Он горячо дышал мне в шею. Его кожа пахла волнующе знакомо.
— Не знаю, что я им скажу. Главное, я нашла тебя.
— Если хочешь, можем заняться с тобой любовью, моя замечательная девочка.
Я вдруг вскочила с кровати и, чтобы не закричать, зажала рот обеими руками.
— В чем дело? Ты ведь этого хотела?
— Ты… ты не он. Кто ты такой?
— Тише, лапочка. Мне самому давно надоело ломать эту комедию. Шеф в загранке. Но об этом не должна знать ни одна живая душа. Я его… помощник. Иди сюда, чего испугалась?
— Отвези меня в гостиницу, — потребовала я. — Это недоразумение. Я приняла тебя за другого.
— Ясное дело — за Леонида Павловича Щеглова. Здорово у меня получается, верно? Нас все путают, кроме Уланской. Она никогда нас не путала.

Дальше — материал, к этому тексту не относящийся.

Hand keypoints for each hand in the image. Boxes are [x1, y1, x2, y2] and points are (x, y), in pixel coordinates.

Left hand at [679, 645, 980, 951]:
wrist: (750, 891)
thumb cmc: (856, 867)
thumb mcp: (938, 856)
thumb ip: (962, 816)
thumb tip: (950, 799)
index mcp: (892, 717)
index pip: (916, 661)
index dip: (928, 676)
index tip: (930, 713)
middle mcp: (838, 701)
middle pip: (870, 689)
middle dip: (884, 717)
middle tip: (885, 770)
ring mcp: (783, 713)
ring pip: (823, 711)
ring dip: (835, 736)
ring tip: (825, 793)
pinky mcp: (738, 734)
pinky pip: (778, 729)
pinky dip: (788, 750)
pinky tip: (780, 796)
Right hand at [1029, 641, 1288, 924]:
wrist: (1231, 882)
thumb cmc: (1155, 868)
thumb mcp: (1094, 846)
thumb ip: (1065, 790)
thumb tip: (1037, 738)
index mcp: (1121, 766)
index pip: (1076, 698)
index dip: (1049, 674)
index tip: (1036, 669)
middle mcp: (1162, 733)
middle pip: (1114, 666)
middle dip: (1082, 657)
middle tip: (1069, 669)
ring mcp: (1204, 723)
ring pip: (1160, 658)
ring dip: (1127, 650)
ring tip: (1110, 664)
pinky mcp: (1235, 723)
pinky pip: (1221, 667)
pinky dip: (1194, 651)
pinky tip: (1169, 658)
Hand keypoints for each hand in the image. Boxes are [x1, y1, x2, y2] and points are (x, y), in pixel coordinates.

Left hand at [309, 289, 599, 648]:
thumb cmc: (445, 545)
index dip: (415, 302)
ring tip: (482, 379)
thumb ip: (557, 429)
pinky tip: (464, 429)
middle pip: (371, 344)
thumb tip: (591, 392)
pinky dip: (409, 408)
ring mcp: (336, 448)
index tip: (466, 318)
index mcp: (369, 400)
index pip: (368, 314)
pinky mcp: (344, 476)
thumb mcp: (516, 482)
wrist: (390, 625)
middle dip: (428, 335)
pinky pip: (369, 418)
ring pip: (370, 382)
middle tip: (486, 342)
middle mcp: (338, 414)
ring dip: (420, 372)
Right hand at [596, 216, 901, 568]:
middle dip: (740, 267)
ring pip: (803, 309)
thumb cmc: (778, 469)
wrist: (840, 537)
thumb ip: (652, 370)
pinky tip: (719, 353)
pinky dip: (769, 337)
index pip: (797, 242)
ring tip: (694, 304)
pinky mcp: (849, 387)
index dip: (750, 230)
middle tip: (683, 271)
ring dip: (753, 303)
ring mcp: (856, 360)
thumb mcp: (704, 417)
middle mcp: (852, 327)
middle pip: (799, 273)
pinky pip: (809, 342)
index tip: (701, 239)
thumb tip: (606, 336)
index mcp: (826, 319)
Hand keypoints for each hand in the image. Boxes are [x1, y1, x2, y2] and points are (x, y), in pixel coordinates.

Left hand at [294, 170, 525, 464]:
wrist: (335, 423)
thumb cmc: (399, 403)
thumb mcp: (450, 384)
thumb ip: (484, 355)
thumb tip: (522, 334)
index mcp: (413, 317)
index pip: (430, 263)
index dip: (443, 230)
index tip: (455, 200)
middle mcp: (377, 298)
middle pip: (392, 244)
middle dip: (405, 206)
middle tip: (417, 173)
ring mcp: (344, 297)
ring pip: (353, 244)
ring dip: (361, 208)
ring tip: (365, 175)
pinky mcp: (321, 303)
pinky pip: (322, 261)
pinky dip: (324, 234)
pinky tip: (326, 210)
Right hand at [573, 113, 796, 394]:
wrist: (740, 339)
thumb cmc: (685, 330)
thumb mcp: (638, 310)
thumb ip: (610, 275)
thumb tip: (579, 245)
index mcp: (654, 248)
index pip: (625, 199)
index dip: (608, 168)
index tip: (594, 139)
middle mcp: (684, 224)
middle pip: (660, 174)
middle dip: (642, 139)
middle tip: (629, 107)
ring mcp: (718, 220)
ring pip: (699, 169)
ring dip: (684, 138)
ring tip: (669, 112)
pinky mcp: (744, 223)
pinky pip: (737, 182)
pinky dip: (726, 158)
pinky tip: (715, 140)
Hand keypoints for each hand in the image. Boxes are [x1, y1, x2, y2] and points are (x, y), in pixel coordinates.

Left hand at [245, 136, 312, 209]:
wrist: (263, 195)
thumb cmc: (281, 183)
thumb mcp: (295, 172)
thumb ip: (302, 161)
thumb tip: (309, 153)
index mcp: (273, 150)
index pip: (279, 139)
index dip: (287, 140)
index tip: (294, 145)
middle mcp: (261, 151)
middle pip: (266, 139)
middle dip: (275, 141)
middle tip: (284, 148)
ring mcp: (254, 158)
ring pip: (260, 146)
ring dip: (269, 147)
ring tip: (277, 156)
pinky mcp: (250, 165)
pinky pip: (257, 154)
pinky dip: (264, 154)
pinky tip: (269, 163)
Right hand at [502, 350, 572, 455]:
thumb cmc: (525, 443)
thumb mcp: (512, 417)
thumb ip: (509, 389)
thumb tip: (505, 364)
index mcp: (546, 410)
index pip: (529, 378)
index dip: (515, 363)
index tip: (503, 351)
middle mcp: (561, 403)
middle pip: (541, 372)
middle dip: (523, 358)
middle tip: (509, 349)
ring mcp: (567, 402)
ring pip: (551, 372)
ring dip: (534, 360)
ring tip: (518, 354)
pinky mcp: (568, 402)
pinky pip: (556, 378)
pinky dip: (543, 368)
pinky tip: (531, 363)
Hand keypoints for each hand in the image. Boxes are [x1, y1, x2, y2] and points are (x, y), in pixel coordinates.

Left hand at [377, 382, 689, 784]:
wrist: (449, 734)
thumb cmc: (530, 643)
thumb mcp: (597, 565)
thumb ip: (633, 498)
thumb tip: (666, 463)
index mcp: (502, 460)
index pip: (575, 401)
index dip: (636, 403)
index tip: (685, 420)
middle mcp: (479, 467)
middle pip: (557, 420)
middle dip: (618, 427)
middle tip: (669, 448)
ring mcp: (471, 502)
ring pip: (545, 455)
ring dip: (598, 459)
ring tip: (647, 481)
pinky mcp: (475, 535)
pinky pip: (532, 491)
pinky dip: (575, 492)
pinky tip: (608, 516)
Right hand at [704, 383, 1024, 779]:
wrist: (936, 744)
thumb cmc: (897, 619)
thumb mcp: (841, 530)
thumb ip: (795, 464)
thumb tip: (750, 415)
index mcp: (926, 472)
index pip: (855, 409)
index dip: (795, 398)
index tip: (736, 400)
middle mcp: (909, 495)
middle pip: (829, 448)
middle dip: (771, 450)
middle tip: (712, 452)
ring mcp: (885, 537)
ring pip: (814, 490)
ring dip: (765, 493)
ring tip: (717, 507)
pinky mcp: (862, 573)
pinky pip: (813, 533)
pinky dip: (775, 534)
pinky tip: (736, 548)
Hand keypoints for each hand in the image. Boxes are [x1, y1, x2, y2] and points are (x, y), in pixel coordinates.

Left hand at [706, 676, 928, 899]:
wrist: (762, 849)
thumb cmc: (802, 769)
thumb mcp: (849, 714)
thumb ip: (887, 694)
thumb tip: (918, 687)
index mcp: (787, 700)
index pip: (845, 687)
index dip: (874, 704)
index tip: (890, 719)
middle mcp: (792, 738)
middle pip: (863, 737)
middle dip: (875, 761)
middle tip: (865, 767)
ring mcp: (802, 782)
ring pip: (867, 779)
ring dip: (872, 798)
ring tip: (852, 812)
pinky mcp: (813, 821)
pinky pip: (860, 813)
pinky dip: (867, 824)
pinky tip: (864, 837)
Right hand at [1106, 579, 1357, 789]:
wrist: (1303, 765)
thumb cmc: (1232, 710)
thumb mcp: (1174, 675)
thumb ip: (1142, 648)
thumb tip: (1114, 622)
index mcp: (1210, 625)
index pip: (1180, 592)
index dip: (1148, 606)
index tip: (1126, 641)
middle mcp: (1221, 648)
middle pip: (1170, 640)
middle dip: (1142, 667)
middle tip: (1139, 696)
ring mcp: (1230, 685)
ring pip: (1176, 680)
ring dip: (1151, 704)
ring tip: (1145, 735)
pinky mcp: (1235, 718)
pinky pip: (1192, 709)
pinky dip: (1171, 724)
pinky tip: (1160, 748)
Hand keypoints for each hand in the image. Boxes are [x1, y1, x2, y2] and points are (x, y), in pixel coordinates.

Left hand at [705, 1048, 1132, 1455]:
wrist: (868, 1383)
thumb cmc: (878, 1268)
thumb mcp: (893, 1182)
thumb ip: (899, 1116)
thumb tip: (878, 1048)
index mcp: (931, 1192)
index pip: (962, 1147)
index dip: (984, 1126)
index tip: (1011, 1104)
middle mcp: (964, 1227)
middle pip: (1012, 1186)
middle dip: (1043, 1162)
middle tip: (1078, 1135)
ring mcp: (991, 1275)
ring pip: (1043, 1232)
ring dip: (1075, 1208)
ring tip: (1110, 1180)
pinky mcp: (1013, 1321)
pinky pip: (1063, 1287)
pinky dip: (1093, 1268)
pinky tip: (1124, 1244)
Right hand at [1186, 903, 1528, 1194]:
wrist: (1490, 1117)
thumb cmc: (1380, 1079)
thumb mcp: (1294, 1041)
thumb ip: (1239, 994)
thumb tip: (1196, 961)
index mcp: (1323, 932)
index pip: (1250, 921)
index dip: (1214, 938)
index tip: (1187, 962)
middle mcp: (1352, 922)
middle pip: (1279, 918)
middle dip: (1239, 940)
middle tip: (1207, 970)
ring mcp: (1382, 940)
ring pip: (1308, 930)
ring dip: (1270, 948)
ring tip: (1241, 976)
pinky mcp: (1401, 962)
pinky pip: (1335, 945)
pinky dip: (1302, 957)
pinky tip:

Теперь, когда этот человек перестал играть, я окончательно убедилась в том, что это не Саша. Он был очень похож на него всем — чертами лица, фигурой, голосом. Только все это имело совсем иное духовное наполнение, чуждое Саше, а значит, и мне.
Я даже не спросила, как его зовут. Это не имело никакого значения.
— Не хочешь — не надо. Мне этого добра хватает. — Он встал, закурил сигарету. — Давай выпьем шампанского, и я отвезу тебя домой. Не бойся — я за рулем чуть ли не с пеленок, а потому глоток шампанчика мне не повредит.
Я уже второй день жила на даче, куда Апухтин отвез меня прямо из аэропорта. В мое отсутствие, которое длилось два с половиной дня, здесь никто не появлялся.
— Все-таки позвони домой, — сказал Апухтин, пройдясь по всем комнатам и заглянув в сарайчик. — Хотя бы из любопытства.
— Я не из любопытных.
— Этого не может быть. Все эмоциональные люди любопытны.
Я горько усмехнулась:
— Эмоции это что-то вроде музыки. Фантазии, в которые веришь, чтоб выжить.
Апухтин сел в плетеное кресло на террасе и с удовольствием вытянул ноги.
— Это моя вина. Плюс ко всему прочему непростительная оплошность. Мои питерские коллеги будут еще долго надо мной потешаться.
— Они знают про эту систему двойников?